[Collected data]
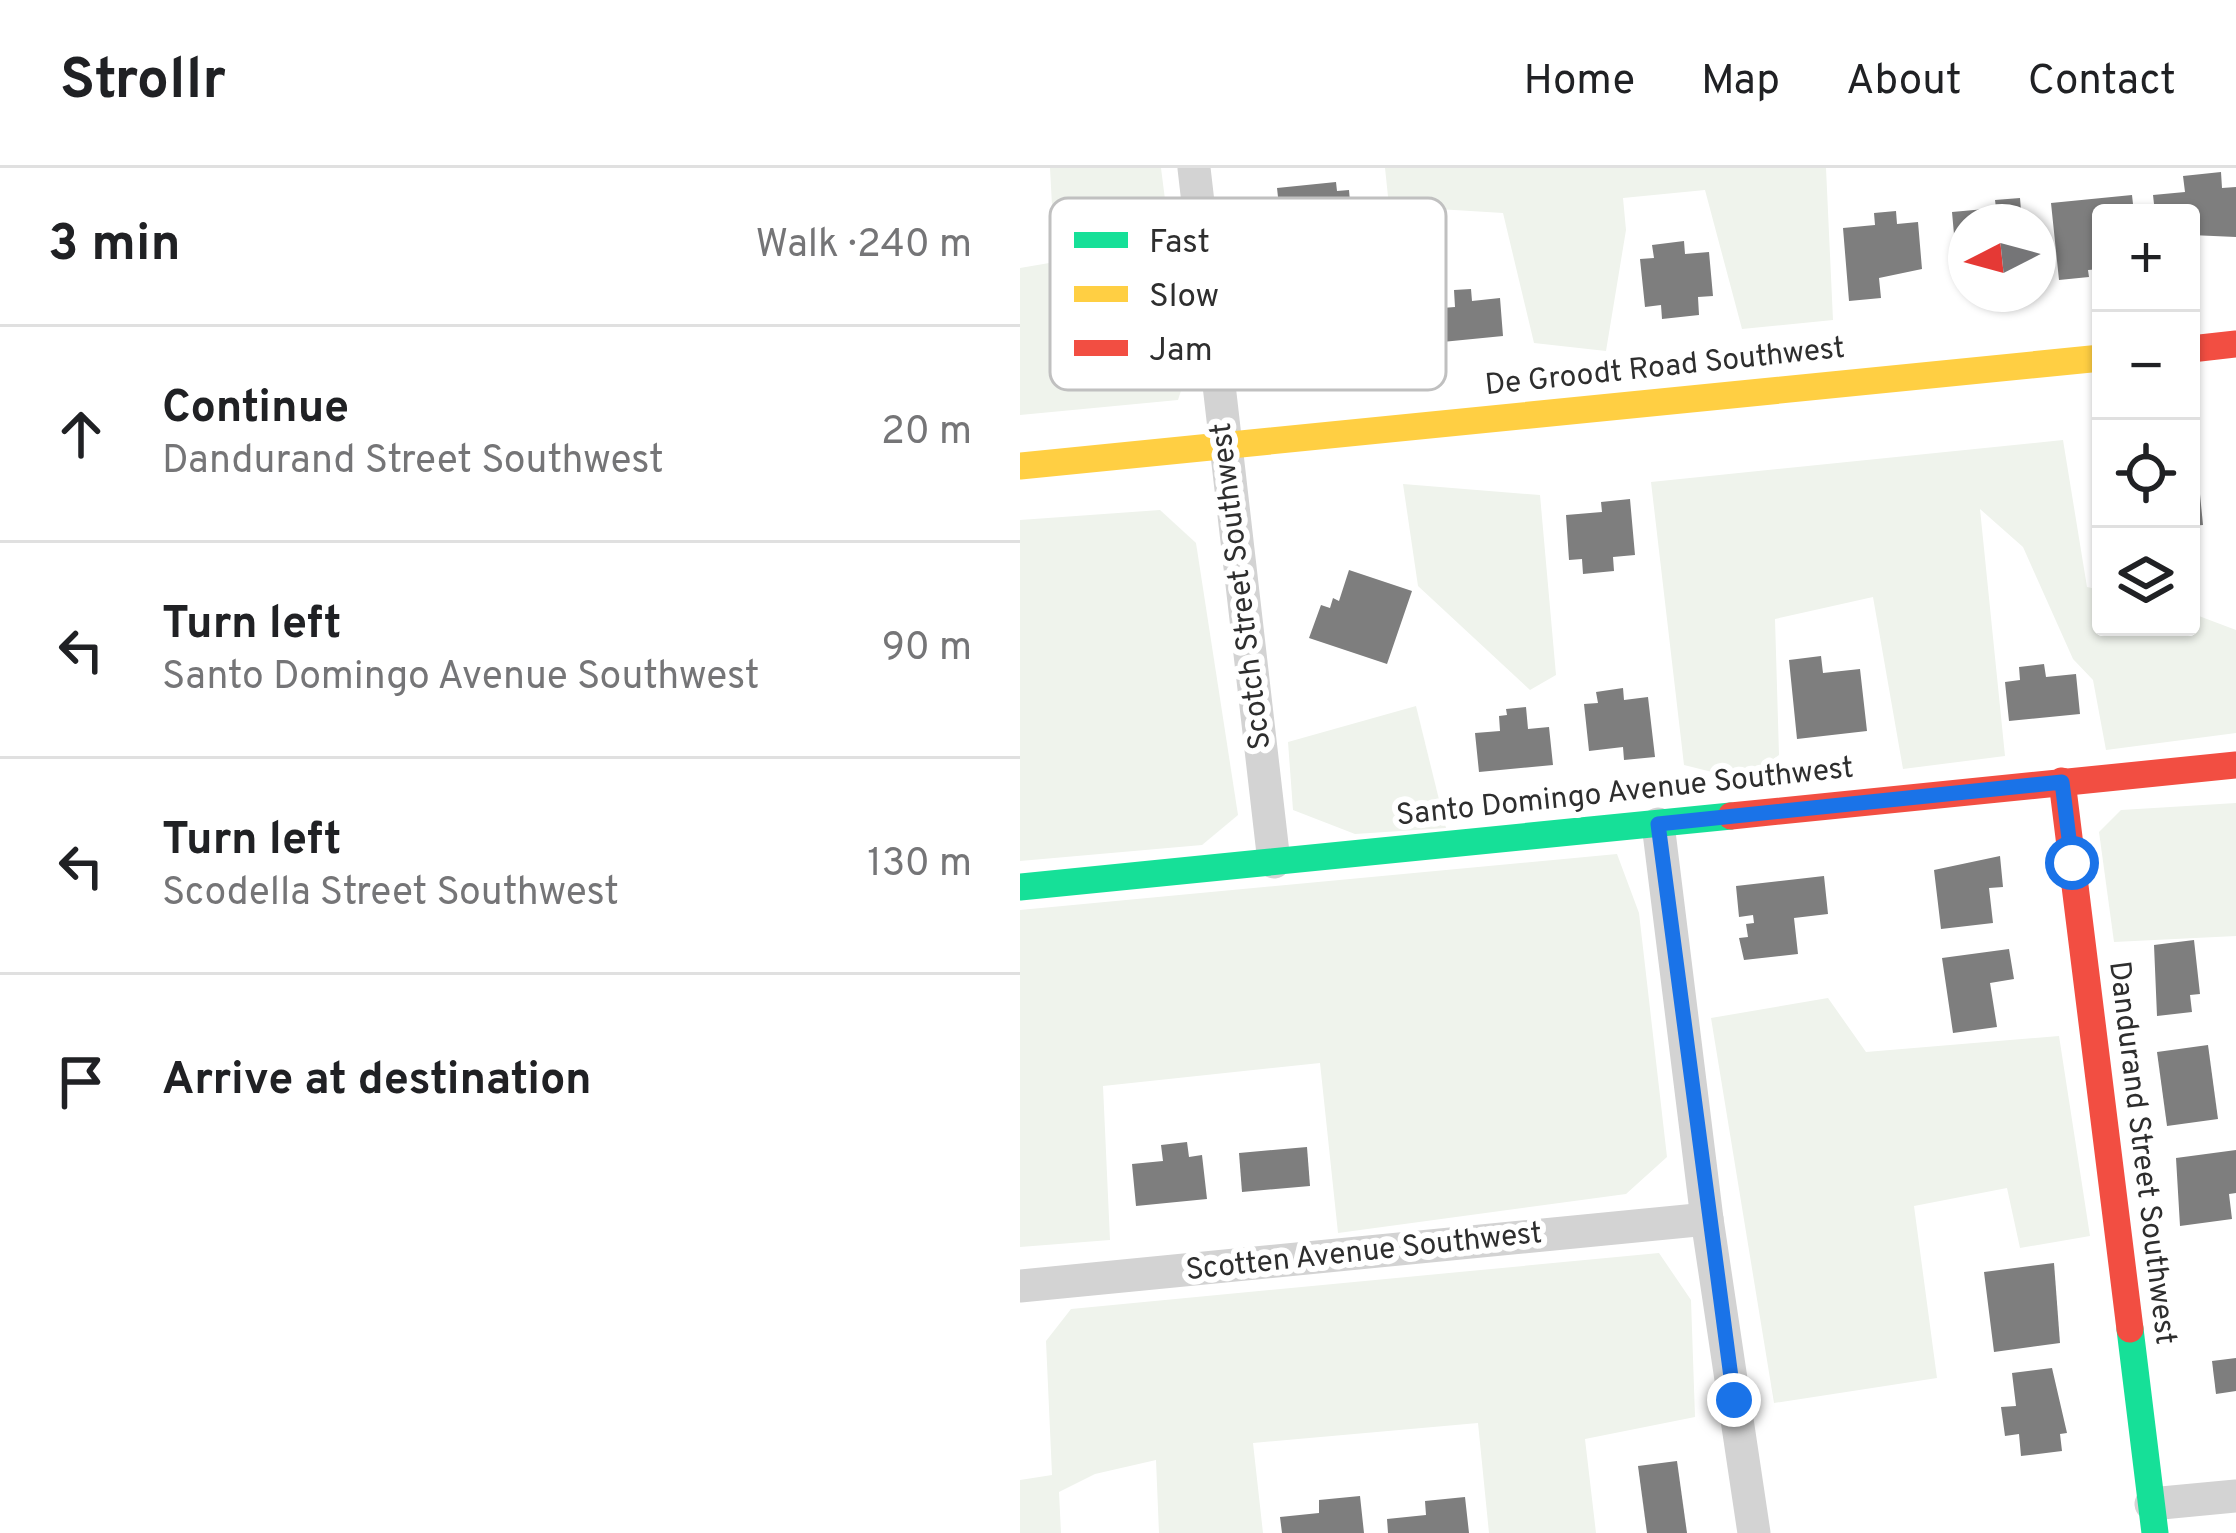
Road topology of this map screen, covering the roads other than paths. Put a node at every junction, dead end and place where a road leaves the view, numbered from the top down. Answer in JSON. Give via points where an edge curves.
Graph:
{"nodes":[{"id":1,"x":1194,"y":168,"type":"edge"},
{"id":2,"x":1197,"y":198,"type":"edge"},
{"id":3,"x":2236,"y":344,"type":"edge"},
{"id":4,"x":2200,"y":348,"type":"edge"},
{"id":5,"x":2092,"y":359,"type":"edge"},
{"id":6,"x":1219,"y":390,"type":"edge"},
{"id":7,"x":1225,"y":446,"type":"junction"},
{"id":8,"x":1020,"y":466,"type":"edge"},
{"id":9,"x":2236,"y":765,"type":"edge"},
{"id":10,"x":2062,"y":782,"type":"junction"},
{"id":11,"x":1658,"y":824,"type":"junction"},
{"id":12,"x":1274,"y":862,"type":"junction"},
{"id":13,"x":1020,"y":887,"type":"edge"},
{"id":14,"x":1707,"y":1219,"type":"junction"},
{"id":15,"x":1020,"y":1286,"type":"edge"},
{"id":16,"x":2236,"y":1496,"type":"edge"},
{"id":17,"x":2153,"y":1518,"type":"edge"},
{"id":18,"x":1754,"y":1533,"type":"edge"}],
"edges":[{"from":1,"to":2,"type":"street","name":"Scotch Street Southwest"},
{"from":3,"to":4,"type":"street"},
{"from":5,"to":7,"type":"street","name":"De Groodt Road Southwest"},
{"from":6,"to":7,"type":"street","name":"Scotch Street Southwest"},
{"from":7,"to":8,"type":"street","name":"De Groodt Road Southwest"},
{"from":7,"to":12,"type":"street","name":"Scotch Street Southwest"},
{"from":9,"to":10,"type":"street","name":"Santo Domingo Avenue Southwest"},
{"from":10,"to":11,"type":"street","name":"Santo Domingo Avenue Southwest"},
{"from":10,"to":17,"type":"street","name":"Dandurand Street Southwest"},
{"from":11,"to":12,"type":"street","name":"Santo Domingo Avenue Southwest"},
{"from":11,"to":14,"type":"street"},
{"from":12,"to":13,"type":"street","name":"Santo Domingo Avenue Southwest"},
{"from":14,"to":15,"type":"street","name":"Scotten Avenue Southwest"},
{"from":14,"to":18,"type":"street"},
{"from":16,"to":17,"type":"street"}]}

**WHAT THE TASK ASKS**.
Which lines above hold the string "Road"? Copy each of them.

**WRITTEN SOLUTION**.
Road topology of this map screen, covering the roads other than paths. Put a node at every junction, dead end and place where a road leaves the view, numbered from the top down. Answer in JSON. Give via points where an edge curves.
{"from":5,"to":7,"type":"street","name":"De Groodt Road Southwest"},
{"from":7,"to":8,"type":"street","name":"De Groodt Road Southwest"},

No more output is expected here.